RAW DATA START
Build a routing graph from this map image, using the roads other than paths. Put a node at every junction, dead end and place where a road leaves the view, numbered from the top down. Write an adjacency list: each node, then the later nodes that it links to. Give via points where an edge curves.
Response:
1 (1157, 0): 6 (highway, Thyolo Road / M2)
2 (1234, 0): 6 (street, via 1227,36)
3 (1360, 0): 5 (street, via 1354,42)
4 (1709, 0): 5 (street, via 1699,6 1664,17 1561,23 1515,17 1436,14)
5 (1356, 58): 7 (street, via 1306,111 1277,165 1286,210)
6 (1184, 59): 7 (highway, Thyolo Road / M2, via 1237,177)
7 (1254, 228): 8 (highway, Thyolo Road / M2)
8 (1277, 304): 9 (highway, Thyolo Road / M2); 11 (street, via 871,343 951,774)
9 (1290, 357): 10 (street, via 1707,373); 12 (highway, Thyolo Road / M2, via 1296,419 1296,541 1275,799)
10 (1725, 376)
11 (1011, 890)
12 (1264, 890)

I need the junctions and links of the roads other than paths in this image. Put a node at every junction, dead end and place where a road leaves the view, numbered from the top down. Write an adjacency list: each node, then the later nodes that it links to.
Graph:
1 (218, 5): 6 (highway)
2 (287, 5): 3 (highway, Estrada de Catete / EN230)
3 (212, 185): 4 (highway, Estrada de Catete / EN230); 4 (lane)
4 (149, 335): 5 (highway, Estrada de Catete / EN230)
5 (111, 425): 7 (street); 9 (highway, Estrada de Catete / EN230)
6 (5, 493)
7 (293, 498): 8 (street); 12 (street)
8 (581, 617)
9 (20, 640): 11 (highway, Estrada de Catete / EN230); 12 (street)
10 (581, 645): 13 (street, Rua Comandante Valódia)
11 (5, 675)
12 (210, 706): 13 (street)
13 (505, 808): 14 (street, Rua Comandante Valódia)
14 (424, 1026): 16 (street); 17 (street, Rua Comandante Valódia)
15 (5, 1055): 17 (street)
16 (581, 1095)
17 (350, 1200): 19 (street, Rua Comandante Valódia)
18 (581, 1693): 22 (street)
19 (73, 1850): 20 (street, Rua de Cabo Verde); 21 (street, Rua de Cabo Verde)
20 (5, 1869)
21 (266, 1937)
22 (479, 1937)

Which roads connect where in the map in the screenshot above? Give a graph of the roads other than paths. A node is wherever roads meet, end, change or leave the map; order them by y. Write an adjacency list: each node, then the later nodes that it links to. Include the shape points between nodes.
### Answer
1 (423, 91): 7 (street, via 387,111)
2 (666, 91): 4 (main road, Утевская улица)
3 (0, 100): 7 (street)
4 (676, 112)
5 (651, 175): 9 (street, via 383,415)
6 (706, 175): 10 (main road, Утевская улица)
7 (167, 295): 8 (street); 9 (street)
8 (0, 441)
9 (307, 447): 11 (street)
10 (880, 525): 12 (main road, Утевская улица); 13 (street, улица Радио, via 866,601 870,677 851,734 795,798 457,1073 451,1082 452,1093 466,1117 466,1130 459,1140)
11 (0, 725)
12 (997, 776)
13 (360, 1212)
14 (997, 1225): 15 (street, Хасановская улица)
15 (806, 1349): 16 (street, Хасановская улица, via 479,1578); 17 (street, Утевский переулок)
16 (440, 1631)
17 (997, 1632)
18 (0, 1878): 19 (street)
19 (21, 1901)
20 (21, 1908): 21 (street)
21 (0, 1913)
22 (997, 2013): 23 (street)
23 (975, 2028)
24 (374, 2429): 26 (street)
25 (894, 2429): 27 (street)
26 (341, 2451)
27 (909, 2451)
RAW DATA END
▶ **TASK DIRECTIONS**: For the word "each", tally the lines above that hold it and answer with the number alone.

▶ **RESULT OF THE TASK**: 3